災害は忘れた頃にやって来る 災害はある程度は予測できる<前編>

【院家さん】 寅さんや今年は梅雨が早いし降雨量は過去百年の降り方よりは断然すごいね。

 

【寅さん】 最近の気象は大変に複雑で一極集中型豪雨等が思わぬ土砂災害を引き起こし、家が倒壊したり犠牲者が出る事は痛ましい事だ。

 

【院家さん】 観音院は大正年間にこの辺りが水に浸かった記録に基づいて、本堂の床はそれ以上の高さにしてあるけど、今となってはもう三メートルも高くしておくべきだったと思う。非常用のエンジン付きボートを購入して屋上に設置しておこうかと考えたりしている。

 

【寅さん】 院家さんが車で走行中に水に浸かったら救命胴衣を用意したり、交通止めになると携帯用コンロでカップヌードルを食べられるようにするぐらいまで理解できるが、ヘルメットは何の為にするの。

 

【院家さん】 もし地震などが有って、車が動かなくなって歩かねばならない時に上から何か落ちて来たりしたら頭だけでも守りたいと言う訳だ。ガラスなんかも踏まないように枕元にはやはり底の厚いズックやヘルメットを備え付けている。万一戸が開かなくなったら壊すために大きなバールも置いている。

 

【寅さん】 出かける時にはフィリピン辺りの気象を観察し、台風が来るとき等は出掛けられないのは有名な話だ。

 

【院家さん】 まるっきり雲の無い所に大雨は降らない。その前に雨が相当降っていて地盤が雨をしっかり吸収していると一雨で土砂崩れ等が起きやすい。

ある程度は天気予報で予想が立つ。雨の降りそうな時は裏山の方から石が転がる音がしたり、変な臭いがする事がある。

 

【寅さん】 砂防学という学問がある。日本中で危険個所約八万四千四百ヶ所が調査され、その内八万三千百七十六か所は警戒区域に指定されている。
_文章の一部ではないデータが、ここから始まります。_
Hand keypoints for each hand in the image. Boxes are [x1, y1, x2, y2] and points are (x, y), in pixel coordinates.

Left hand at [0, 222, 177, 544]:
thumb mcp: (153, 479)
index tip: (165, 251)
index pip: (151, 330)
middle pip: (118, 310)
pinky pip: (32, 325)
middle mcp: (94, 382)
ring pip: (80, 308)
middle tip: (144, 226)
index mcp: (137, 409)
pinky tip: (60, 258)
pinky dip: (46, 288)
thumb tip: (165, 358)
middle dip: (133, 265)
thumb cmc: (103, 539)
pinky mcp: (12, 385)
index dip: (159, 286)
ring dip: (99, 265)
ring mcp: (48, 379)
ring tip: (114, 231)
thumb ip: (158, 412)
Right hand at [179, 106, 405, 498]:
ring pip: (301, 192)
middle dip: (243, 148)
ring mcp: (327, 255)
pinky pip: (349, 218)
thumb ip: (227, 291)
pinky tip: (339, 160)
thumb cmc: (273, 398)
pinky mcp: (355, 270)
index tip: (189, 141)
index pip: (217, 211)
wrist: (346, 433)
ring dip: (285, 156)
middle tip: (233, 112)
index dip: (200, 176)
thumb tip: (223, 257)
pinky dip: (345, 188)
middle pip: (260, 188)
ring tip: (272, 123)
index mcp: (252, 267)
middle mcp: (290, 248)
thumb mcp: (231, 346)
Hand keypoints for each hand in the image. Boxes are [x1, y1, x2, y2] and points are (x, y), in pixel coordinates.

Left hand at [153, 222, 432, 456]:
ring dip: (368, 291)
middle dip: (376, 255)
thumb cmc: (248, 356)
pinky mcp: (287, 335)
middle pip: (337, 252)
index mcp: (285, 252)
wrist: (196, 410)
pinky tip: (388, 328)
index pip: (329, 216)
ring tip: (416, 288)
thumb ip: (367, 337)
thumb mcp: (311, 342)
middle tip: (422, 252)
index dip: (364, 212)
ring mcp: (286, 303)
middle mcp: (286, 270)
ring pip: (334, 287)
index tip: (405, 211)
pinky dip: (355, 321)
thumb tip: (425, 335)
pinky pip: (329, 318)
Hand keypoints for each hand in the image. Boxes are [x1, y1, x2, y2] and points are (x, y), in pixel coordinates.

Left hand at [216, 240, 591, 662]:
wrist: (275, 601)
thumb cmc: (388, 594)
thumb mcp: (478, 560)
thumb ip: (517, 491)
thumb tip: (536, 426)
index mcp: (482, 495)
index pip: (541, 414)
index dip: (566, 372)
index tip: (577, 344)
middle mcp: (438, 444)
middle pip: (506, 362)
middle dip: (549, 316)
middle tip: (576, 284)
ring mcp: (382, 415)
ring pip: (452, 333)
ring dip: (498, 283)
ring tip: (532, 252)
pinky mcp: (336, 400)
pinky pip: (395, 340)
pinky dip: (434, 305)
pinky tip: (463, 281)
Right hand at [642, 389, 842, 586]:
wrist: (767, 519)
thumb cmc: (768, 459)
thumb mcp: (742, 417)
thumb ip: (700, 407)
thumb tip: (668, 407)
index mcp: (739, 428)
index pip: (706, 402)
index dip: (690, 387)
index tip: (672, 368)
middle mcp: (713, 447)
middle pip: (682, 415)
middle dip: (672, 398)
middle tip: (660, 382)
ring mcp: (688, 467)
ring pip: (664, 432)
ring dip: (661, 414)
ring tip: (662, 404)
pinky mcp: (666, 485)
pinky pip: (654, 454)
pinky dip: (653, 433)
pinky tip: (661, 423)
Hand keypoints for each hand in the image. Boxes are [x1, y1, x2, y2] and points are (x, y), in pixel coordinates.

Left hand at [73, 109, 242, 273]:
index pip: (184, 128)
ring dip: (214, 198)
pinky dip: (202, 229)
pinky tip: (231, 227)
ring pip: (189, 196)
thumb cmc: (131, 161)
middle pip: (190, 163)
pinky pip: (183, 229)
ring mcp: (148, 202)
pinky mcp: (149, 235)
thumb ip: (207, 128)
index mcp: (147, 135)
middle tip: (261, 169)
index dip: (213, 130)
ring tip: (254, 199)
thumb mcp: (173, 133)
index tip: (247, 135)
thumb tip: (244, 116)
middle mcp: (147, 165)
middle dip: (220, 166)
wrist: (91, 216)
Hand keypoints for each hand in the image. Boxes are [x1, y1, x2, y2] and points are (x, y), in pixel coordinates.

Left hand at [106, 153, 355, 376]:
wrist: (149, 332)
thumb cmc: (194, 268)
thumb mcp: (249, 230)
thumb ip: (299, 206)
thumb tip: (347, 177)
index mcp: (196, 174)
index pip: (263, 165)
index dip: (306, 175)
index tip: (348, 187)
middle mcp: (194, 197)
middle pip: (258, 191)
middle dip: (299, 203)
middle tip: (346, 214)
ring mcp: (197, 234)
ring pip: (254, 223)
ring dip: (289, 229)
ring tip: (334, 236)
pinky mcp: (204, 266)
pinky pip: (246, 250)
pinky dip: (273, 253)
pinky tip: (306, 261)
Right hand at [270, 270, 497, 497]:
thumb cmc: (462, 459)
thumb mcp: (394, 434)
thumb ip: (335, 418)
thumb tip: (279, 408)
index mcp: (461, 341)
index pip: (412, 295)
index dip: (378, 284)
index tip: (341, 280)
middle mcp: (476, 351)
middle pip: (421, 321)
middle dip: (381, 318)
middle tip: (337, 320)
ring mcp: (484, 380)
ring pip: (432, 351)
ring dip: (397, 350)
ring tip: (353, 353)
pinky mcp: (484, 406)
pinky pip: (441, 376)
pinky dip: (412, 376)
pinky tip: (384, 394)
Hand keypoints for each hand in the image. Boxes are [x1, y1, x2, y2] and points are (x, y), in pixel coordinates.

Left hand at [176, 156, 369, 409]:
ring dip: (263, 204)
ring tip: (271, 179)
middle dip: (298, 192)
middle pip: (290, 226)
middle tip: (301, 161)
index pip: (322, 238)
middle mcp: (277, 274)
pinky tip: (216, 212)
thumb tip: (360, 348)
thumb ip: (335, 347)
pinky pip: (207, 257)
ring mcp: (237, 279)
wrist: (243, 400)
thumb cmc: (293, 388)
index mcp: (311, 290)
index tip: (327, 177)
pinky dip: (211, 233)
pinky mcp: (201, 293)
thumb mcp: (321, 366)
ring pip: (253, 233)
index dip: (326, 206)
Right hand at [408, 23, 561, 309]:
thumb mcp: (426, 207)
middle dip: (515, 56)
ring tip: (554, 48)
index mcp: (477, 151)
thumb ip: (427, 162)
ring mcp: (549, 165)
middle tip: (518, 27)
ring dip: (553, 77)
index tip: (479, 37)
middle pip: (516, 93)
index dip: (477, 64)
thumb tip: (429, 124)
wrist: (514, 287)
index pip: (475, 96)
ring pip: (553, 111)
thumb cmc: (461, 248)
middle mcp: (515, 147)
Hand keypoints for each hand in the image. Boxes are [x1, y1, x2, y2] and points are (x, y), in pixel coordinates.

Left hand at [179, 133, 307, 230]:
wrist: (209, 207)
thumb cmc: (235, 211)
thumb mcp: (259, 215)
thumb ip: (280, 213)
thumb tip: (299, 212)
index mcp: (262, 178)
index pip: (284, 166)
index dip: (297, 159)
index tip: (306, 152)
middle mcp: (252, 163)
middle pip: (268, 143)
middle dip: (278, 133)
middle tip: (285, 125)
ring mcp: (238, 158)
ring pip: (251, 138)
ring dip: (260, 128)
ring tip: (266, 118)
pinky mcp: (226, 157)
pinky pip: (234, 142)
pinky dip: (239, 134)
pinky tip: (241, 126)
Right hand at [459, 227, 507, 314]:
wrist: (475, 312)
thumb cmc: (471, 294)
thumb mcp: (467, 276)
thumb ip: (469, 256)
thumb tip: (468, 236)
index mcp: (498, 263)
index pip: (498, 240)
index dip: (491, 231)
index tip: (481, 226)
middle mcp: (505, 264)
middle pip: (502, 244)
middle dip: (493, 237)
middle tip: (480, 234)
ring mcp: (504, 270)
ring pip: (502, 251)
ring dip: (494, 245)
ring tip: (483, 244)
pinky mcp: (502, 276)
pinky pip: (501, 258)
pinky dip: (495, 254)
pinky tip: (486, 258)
都道府県知事が指定する「土砂災害警戒区域」は土地の値段が下がるとか、恐怖を煽るとして住民の反発が有り、中国地方に千二百二十四ヶ所が未指定になっている。

 

【院家さん】 国交省や都道府県のホームページを調べれば自分が住んでいる所が「土砂災害警戒区域」特別に危険度が高い「特別警戒区域」に入っているか否かがすぐに分かる。

未指定は島根県が七百八十七ヶ所、鳥取県が百十七ヶ所、山口県が五十四ヶ所、広島県が二百四十五ヶ所、岡山県が二十四ヶ所と危険な所が多い。

観音院に相談に来られればインターネットに達者な人が何人もいるからすぐ調べてあげる事が可能になっている。